• [Work instructions]:
In the entries below, the word "Комсомольская" appears on some lines. Copy each of those lines.
************
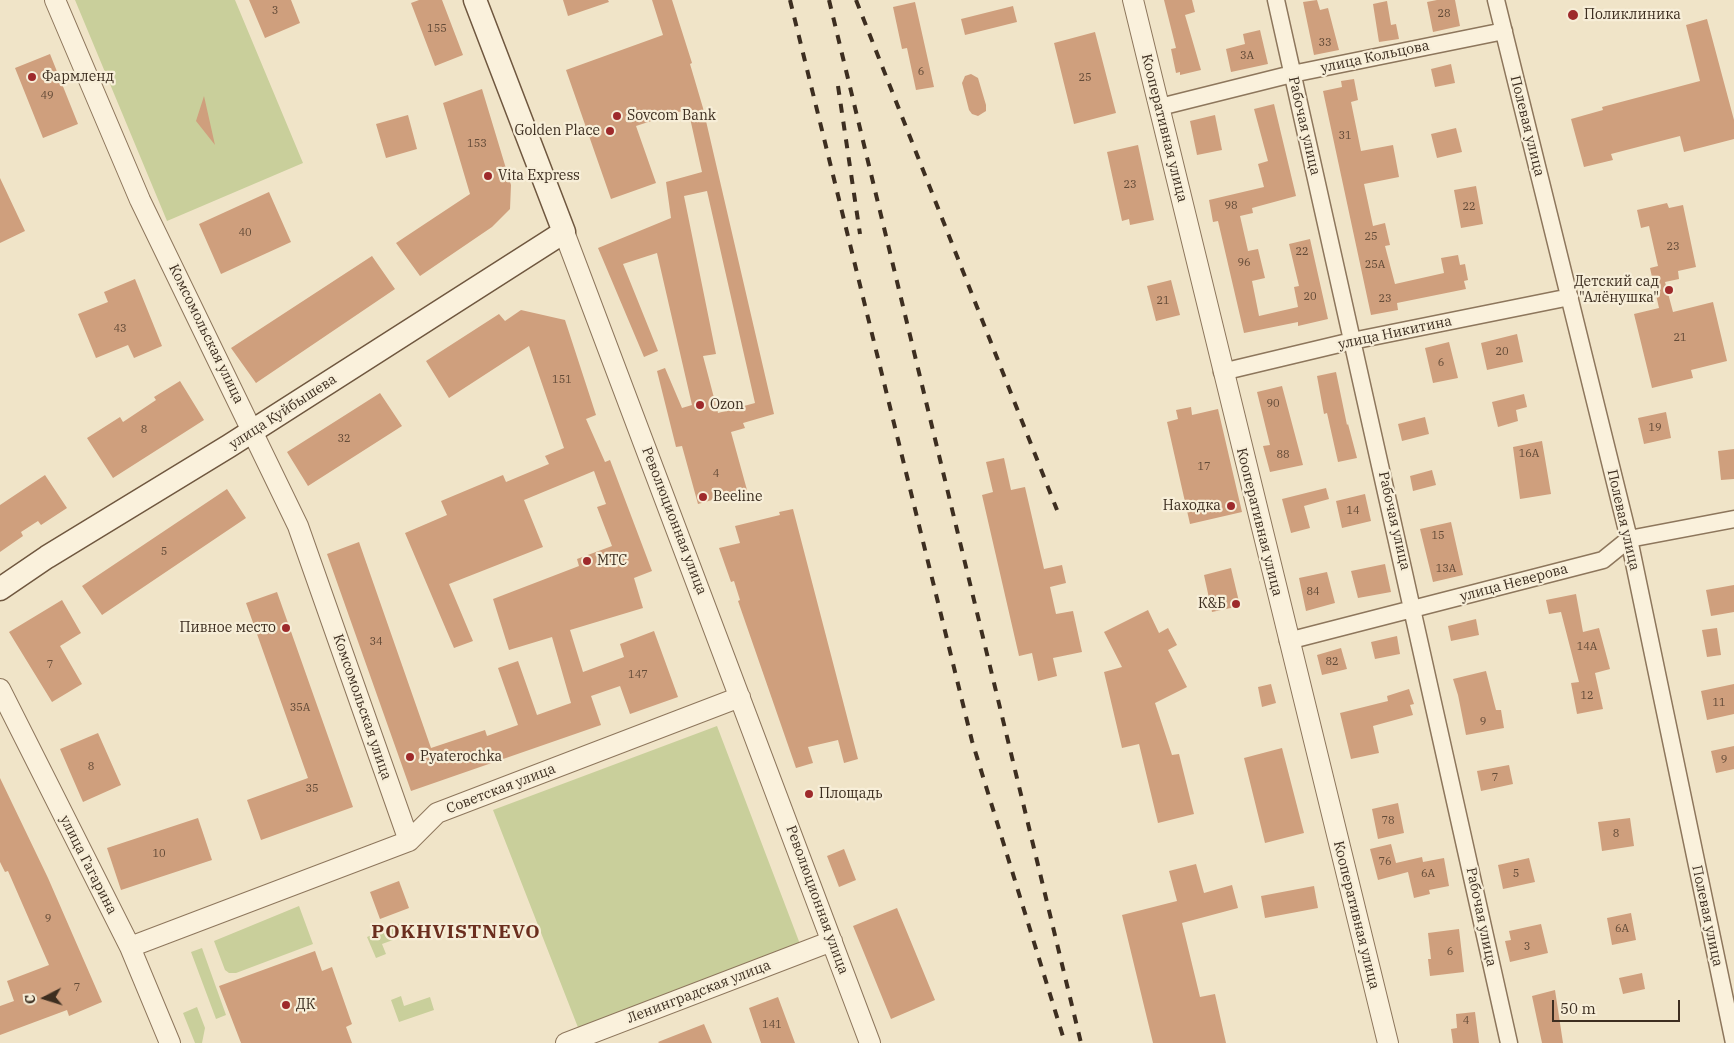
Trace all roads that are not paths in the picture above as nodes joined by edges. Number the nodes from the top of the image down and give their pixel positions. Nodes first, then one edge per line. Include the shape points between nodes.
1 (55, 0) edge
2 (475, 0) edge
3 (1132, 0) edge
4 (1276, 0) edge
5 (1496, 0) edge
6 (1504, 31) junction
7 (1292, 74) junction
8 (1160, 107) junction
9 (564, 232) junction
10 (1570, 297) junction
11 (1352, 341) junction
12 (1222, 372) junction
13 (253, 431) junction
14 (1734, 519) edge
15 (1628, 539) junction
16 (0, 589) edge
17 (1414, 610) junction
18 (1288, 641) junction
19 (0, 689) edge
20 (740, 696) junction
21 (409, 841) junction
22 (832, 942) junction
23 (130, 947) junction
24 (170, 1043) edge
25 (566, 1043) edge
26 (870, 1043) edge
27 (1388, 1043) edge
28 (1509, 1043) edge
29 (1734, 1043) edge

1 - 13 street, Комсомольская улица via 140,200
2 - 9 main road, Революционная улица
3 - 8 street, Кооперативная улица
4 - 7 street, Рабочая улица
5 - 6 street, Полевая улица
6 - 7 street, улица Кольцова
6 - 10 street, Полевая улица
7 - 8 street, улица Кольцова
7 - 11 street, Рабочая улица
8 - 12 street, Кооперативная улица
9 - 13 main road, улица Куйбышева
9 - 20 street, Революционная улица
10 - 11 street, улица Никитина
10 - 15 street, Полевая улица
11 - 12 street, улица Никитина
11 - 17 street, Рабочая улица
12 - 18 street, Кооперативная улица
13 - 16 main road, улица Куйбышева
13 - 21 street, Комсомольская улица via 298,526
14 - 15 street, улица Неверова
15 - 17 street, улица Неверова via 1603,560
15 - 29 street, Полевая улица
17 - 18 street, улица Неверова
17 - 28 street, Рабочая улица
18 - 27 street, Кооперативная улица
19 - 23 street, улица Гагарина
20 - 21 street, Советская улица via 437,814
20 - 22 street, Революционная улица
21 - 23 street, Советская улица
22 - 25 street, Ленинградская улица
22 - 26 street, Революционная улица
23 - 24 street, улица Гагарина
************
• [Output for this task]:
1 - 13 street, Комсомольская улица via 140,200
13 - 21 street, Комсомольская улица via 298,526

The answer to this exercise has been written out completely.